On September 2, 2011, Leucadia and the Company entered into a two year standstill agreement (the “Standstill Agreement”) providing for, among other matters, a cap of 27.5% ownership for the Reporting Persons (subject to certain provisions), representation for Leucadia on the Board (with Leucadia having the right to designate two of the Company’s directors, subject to reduction in certain circumstances, and the Company agreeing not to increase the size of the board above ten directorships without the consent of both Leucadia’s designees to the Board and a majority of the Board unaffiliated with Leucadia), Leucadia’s agreement to vote for the Board’s director nominees, certain restrictions on proposals that may be made by the Reporting Persons (including as to the composition of the Board) without approval of the Board, Leucadia’s agreement not to sell to any person or group who holds, or after giving effect to a sale would hold, in excess of 4.9% of the Company’s common stock and the Company’s agreement to enter into a registration rights agreement covering all shares of the Company’s common stock owned by Leucadia, all on the terms and conditions set forth in the Standstill Agreement.

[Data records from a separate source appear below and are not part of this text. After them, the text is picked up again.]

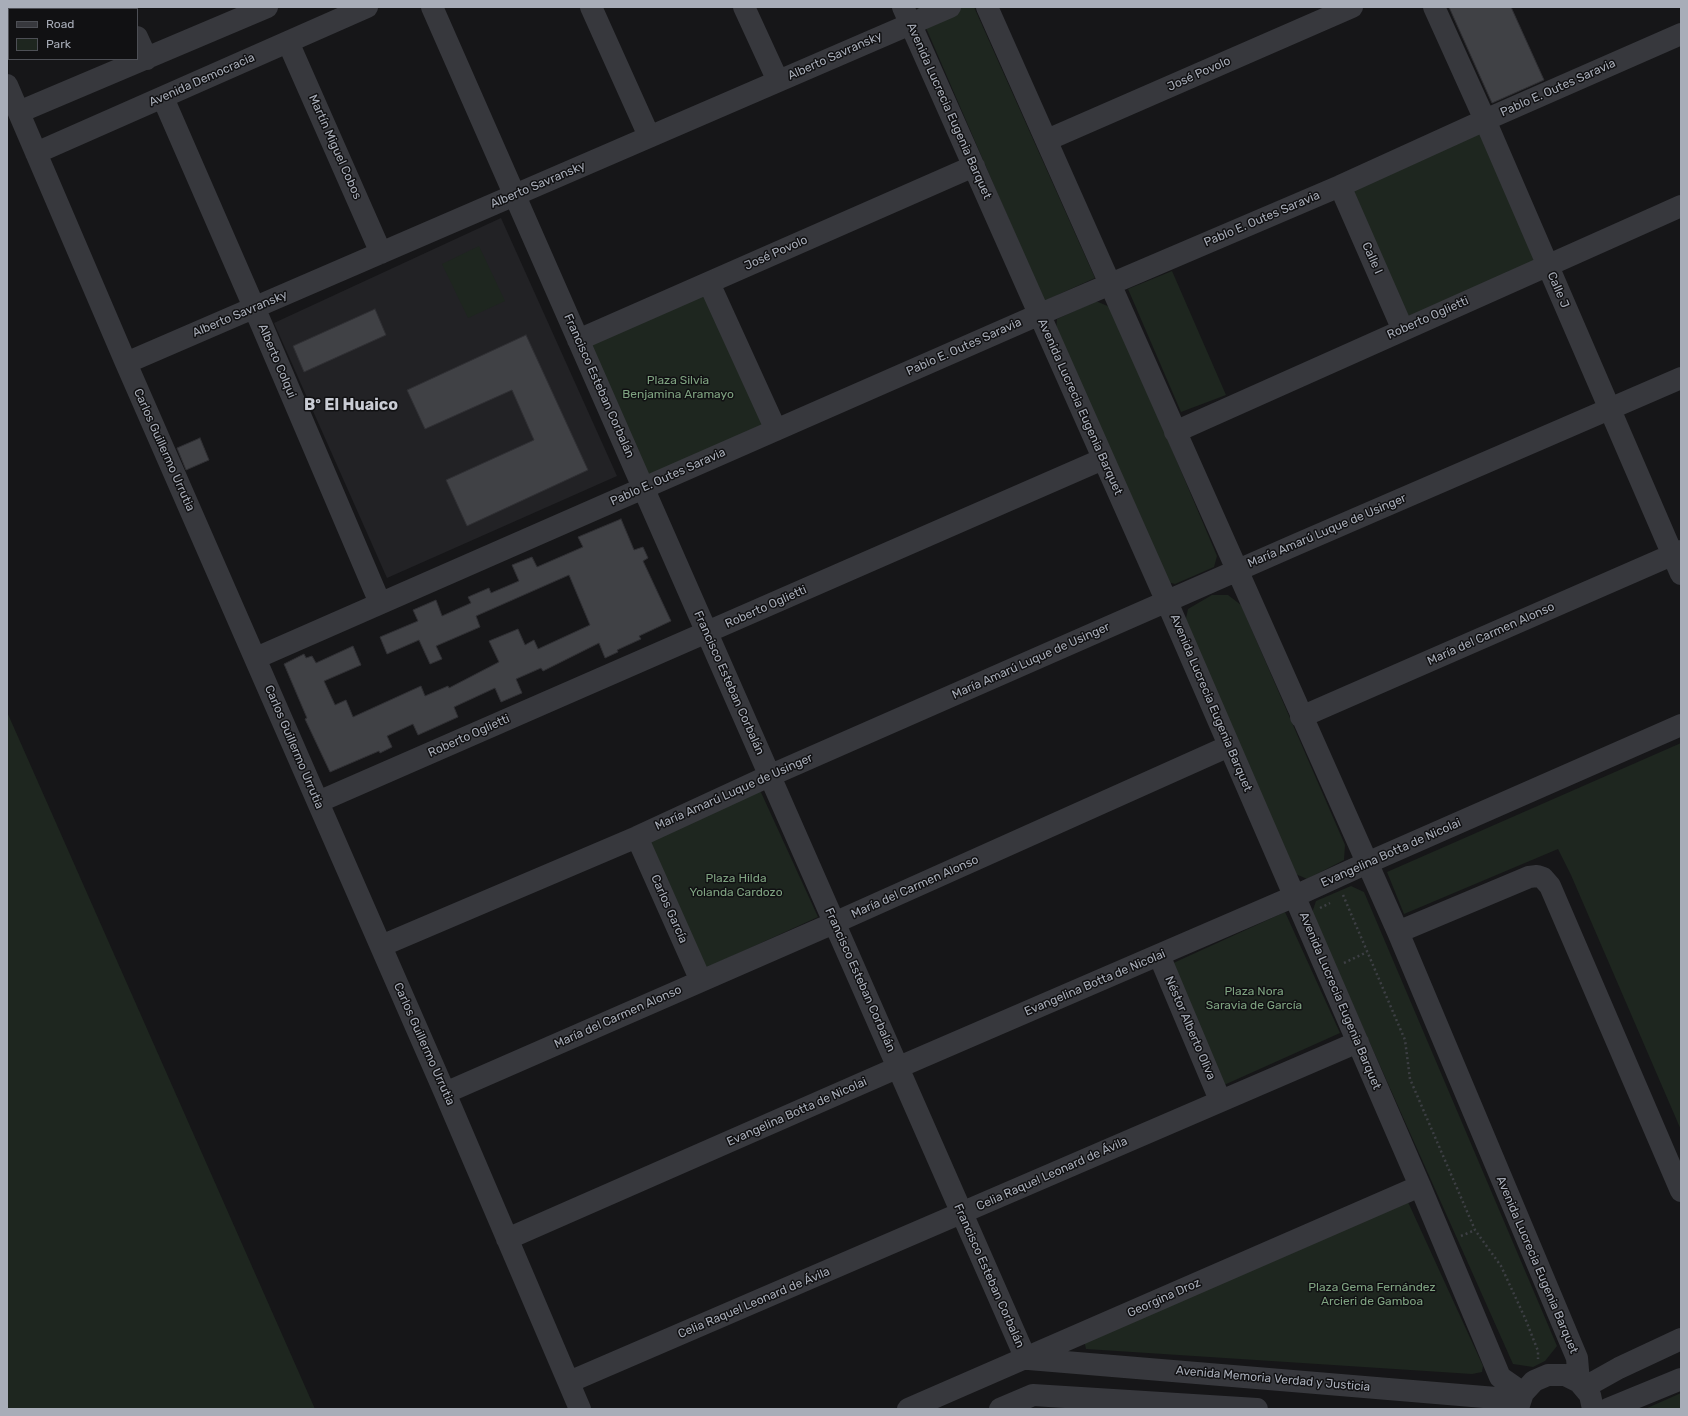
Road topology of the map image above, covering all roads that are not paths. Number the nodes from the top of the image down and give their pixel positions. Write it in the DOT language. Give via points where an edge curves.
graph roads {
  1 [pos="267,7"];
  2 [pos="367,7"];
  3 [pos="432,7"];
  4 [pos="591,7"];
  5 [pos="744,7"];
  6 [pos="950,7"];
  7 [pos="987,7"];
  8 [pos="1352,7"];
  9 [pos="1434,7"];
  10 [pos="906,15"];
  11 [pos="1681,34"];
  12 [pos="138,38"];
  13 [pos="288,42"];
  14 [pos="147,58"];
  15 [pos="778,81"];
  16 [pos="7,86"];
  17 [pos="162,98"];
  18 [pos="19,112"];
  19 [pos="1485,120"];
  20 [pos="649,136"];
  21 [pos="1047,140"];
  22 [pos="36,153"];
  23 [pos="974,166"];
  24 [pos="1340,186"];
  25 [pos="515,195"];
  26 [pos="1681,206"];
  27 [pos="381,253"];
  28 [pos="1547,264"];
  29 [pos="709,283"];
  30 [pos="1110,284"];
  31 [pos="254,308"];
  32 [pos="1038,315"];
  33 [pos="1403,330"];
  34 [pos="578,340"];
  35 [pos="126,363"];
  36 [pos="1681,378"];
  37 [pos="1610,409"];
  38 [pos="776,430"];
  39 [pos="1175,432"];
  40 [pos="1103,458"];
  41 [pos="643,488"];
  42 [pos="1677,552"];
  43 [pos="1236,571"];
  44 [pos="1681,574"];
  45 [pos="1167,602"];
  46 [pos="380,604"];
  47 [pos="707,633"];
  48 [pos="256,658"];
  49 [pos="1301,717"];
  50 [pos="1681,725"];
  51 [pos="1230,746"];
  52 [pos="769,776"];
  53 [pos="318,802"];
  54 [pos="637,837"];
  55 [pos="1367,863"];
  56 [pos="1295,896"];
  57 [pos="834,923"];
  58 [pos="1398,932"];
  59 [pos="381,946"];
  60 [pos="1159,955"];
  61 [pos="701,981"];
  62 [pos="1358,1042"];
  63 [pos="899,1067"];
  64 [pos="445,1093"];
  65 [pos="1220,1100"];
  66 [pos="1420,1186"];
  67 [pos="1681,1191"];
  68 [pos="962,1213"];
  69 [pos="507,1239"];
  70 [pos="1681,1339"];
  71 [pos="1026,1359"];
  72 [pos="1681,1379"];
  73 [pos="569,1382"];
  74 [pos="1582,1384"];
  75 [pos="1520,1401"];
  76 [pos="580,1409"];
  77 [pos="908,1409"];
  78 [pos="1000,1409"];
  79 [pos="1257,1409"];
  80 [pos="1593,1409"];
  81 [pos="1608,1409"];
  1 -- 14 [label="street"];
  2 -- 13 [label="street, Avenida Democracia"];
  3 -- 25 [label="street, Francisco Esteban Corbalán"];
  4 -- 20 [label="street"];
  5 -- 15 [label="street"];
  6 -- 10 [label="street, Alberto Savransky"];
  7 -- 21 [label="street, Avenida Lucrecia Eugenia Barquet"];
  8 -- 21 [label="street, José Povolo"];
  9 -- 19 [label="street, Calle J"];
  10 -- 15 [label="street, Alberto Savransky"];
  10 -- 23 [label="street, Avenida Lucrecia Eugenia Barquet"];
  11 -- 19 [label="street, Pablo E. Outes Saravia"];
  12 -- 14 [label="street"];
  13 -- 17 [label="street, Avenida Democracia"];
  13 -- 27 [label="street, Martín Miguel Cobos"];
  14 -- 18 [label="street"];
  15 -- 20 [label="street, Alberto Savransky"];
  16 -- 18 [label="street, Carlos Guillermo Urrutia"];
  17 -- 22 [label="street, Avenida Democracia"];
  17 -- 31 [label="street, Alberto Colqui"];
  18 -- 22 [label="street, Carlos Guillermo Urrutia"];
  19 -- 24 [label="street, Pablo E. Outes Saravia"];
  19 -- 28 [label="street, Calle J"];
  20 -- 25 [label="street, Alberto Savransky"];
  21 -- 30 [label="street, Avenida Lucrecia Eugenia Barquet"];
  22 -- 35 [label="street, Carlos Guillermo Urrutia"];
  23 -- 29 [label="street, José Povolo"];
  23 -- 32 [label="street, Avenida Lucrecia Eugenia Barquet"];
  24 -- 30 [label="street, Pablo E. Outes Saravia"];
  24 -- 33 [label="street, Calle I"];
  25 -- 27 [label="street, Alberto Savransky"];
  25 -- 34 [label="street, Francisco Esteban Corbalán"];
  26 -- 28 [label="street, Roberto Oglietti"];
  27 -- 31 [label="street, Alberto Savransky"];
  28 -- 33 [label="street, Roberto Oglietti"];
  28 -- 37 [label="street, Calle J"];
  29 -- 34 [label="street, José Povolo"];
  29 -- 38 [label="street"];
  30 -- 32 [label="street, Pablo E. Outes Saravia"];
  30 -- 39 [label="street, Avenida Lucrecia Eugenia Barquet"];
  31 -- 35 [label="street, Alberto Savransky"];
  31 -- 46 [label="street, Alberto Colqui"];
  32 -- 38 [label="street, Pablo E. Outes Saravia"];
  32 -- 40 [label="street, Avenida Lucrecia Eugenia Barquet"];
  33 -- 39 [label="street, Roberto Oglietti"];
  34 -- 41 [label="street, Francisco Esteban Corbalán"];
  35 -- 48 [label="street, Carlos Guillermo Urrutia"];
  36 -- 37 [label="street, María Amarú Luque de Usinger"];
  37 -- 42 [label="street, Calle J"];
  37 -- 43 [label="street, María Amarú Luque de Usinger"];
  38 -- 41 [label="street, Pablo E. Outes Saravia"];
  39 -- 43 [label="street, Avenida Lucrecia Eugenia Barquet"];
  40 -- 45 [label="street, Avenida Lucrecia Eugenia Barquet"];
  40 -- 47 [label="street, Roberto Oglietti"];
  41 -- 46 [label="street, Pablo E. Outes Saravia"];
  41 -- 47 [label="street, Francisco Esteban Corbalán"];
  42 -- 44 [label="street, Calle J"];
  42 -- 49 [label="street, María del Carmen Alonso"];
  43 -- 45 [label="street, María Amarú Luque de Usinger"];
  43 -- 49 [label="street, Avenida Lucrecia Eugenia Barquet"];
  45 -- 51 [label="street, Avenida Lucrecia Eugenia Barquet"];
  45 -- 52 [label="street, María Amarú Luque de Usinger"];
  46 -- 48 [label="street, Pablo E. Outes Saravia"];
  47 -- 52 [label="street, Francisco Esteban Corbalán"];
  47 -- 53 [label="street, Roberto Oglietti"];
  48 -- 53 [label="street, Carlos Guillermo Urrutia"];
  49 -- 55 [label="street, Avenida Lucrecia Eugenia Barquet"];
  50 -- 55 [label="street, Evangelina Botta de Nicolai"];
  51 -- 56 [label="street, Avenida Lucrecia Eugenia Barquet"];
  51 -- 57 [label="street, María del Carmen Alonso"];
  52 -- 54 [label="street, María Amarú Luque de Usinger"];
  52 -- 57 [label="street, Francisco Esteban Corbalán"];
  53 -- 59 [label="street, Carlos Guillermo Urrutia"];
  54 -- 59 [label="street, María Amarú Luque de Usinger"];
  54 -- 61 [label="street, Carlos García"];
  55 -- 56 [label="street, Evangelina Botta de Nicolai"];
  55 -- 58 [label="street, Avenida Lucrecia Eugenia Barquet"];
  56 -- 60 [label="street, Evangelina Botta de Nicolai"];
  56 -- 62 [label="street, Avenida Lucrecia Eugenia Barquet"];
  57 -- 61 [label="street, María del Carmen Alonso"];
  57 -- 63 [label="street, Francisco Esteban Corbalán"];
  58 -- 67 [label="street" via="1529,878 1543,878 1550,886"];
  58 -- 74 [label="street, Avenida Lucrecia Eugenia Barquet" via="1576,1358"];
  59 -- 64 [label="street, Carlos Guillermo Urrutia"];
  60 -- 63 [label="street, Evangelina Botta de Nicolai"];
  60 -- 65 [label="street, Néstor Alberto Oliva"];
  61 -- 64 [label="street, María del Carmen Alonso"];
  62 -- 65 [label="street, Celia Raquel Leonard de Ávila"];
  62 -- 66 [label="street, Avenida Lucrecia Eugenia Barquet"];
  63 -- 68 [label="street, Francisco Esteban Corbalán"];
  63 -- 69 [label="street, Evangelina Botta de Nicolai"];
  64 -- 69 [label="street, Carlos Guillermo Urrutia"];
  65 -- 68 [label="street, Celia Raquel Leonard de Ávila"];
  66 -- 71 [label="street, Georgina Droz"];
  66 -- 75 [label="street, Avenida Lucrecia Eugenia Barquet" via="1500,1377"];
  68 -- 71 [label="street, Francisco Esteban Corbalán"];
  68 -- 73 [label="street, Celia Raquel Leonard de Ávila"];
  69 -- 73 [label="street, Carlos Guillermo Urrutia"];
  70 -- 74 [label="street"];
  71 -- 75 [label="street, Avenida Memoria Verdad y Justicia"];
  71 -- 77 [label="street, Georgina Droz"];
  72 -- 81 [label="street"];
  73 -- 76 [label="street, Carlos Guillermo Urrutia"];
  74 -- 75 [label="street" via="1564,1375 1548,1374 1534,1381"];
  74 -- 80 [label="street" via="1590,1395"];
  78 -- 79 [label="street" via="1033,1395"];
}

The Standstill Agreement will terminate early if the Reporting Persons own less than 5% of the Common Stock for 90 days and upon the happening of certain other events.  The Standstill Agreement is attached hereto as Exhibit 1 and is incorporated in its entirety herein by reference.
 
Pursuant to the Standstill Agreement, on September 2, 2011, the Company filed a Current Report on Form 8-K with the Securities and Exchange Commission announcing, among other things, that the Board had created two new director positions and elected Ian M. Cumming, Chairman of Leucadia, and Joseph S. Steinberg, President of Leucadia, to fill those positions.
 
 
 
 
 
7

 
 
 
 
ITEM 7.     MATERIAL TO BE FILED AS EXHIBITS.
 
EXHIBIT 1
Standstill Agreement, dated September 2, 2011, between Leucadia National Corporation and Mueller Industries, Inc.

 
 
 
 
 
 
 
 
 
 
 
 
 
 
 
 
 
 
 
 
 




 
8

 

SIGNATURES
 
After reasonable inquiry and to the best of my knowledge and belief, I certify that the information set forth in this statement is true, complete and correct.
 
Dated: September 6, 2011
 
 
 
LEUCADIA NATIONAL CORPORATION
 
 
 
   
 
By:
/s/ Joseph A. Orlando  
 
Name:
Joseph A. Orlando
 
 
Title:
Vice President and Chief Financial Officer
 
       
       
 
PHLCORP HOLDING LLC
 
 
 
   
 
By:
/s/ Joseph A. Orlando  
 
Name:
Joseph A. Orlando
 
 
Title:
Vice President
 
       
       
 
BALDWIN ENTERPRISES, INC.
 
 
 
   
 
By:
/s/ Joseph A. Orlando  
 
Name:
Joseph A. Orlando
 
 
Title:
Vice President
 
       
       
 
BEI ARCH HOLDINGS, LLC
 
 
By:
Baldwin Enterprises, Inc.
 
   
Its Sole Member
 
 
 
   
 
By:
  /s/ Joseph A. Orlando  
 
Name:
Joseph A. Orlando
 
 
Title:
Vice President
 
       
       
 
BEI-LONGHORN, LLC
 
       
 
By:
BEI Arch Holdings, LLC
 
   
Its Sole Member
 
       
 
By:
Baldwin Enterprises, Inc.
 
   
Its Sole Member
 
 
 
   
 
By:
  /s/ Joseph A. Orlando  
 
Name:
Joseph A. Orlando
 
 
Title:
Vice President
 

 
 

 
9

 

EXHIBIT INDEX

Exhibit No.
 
1
Standstill Agreement, dated September 2, 2011, between Leucadia National Corporation and Mueller Industries, Inc.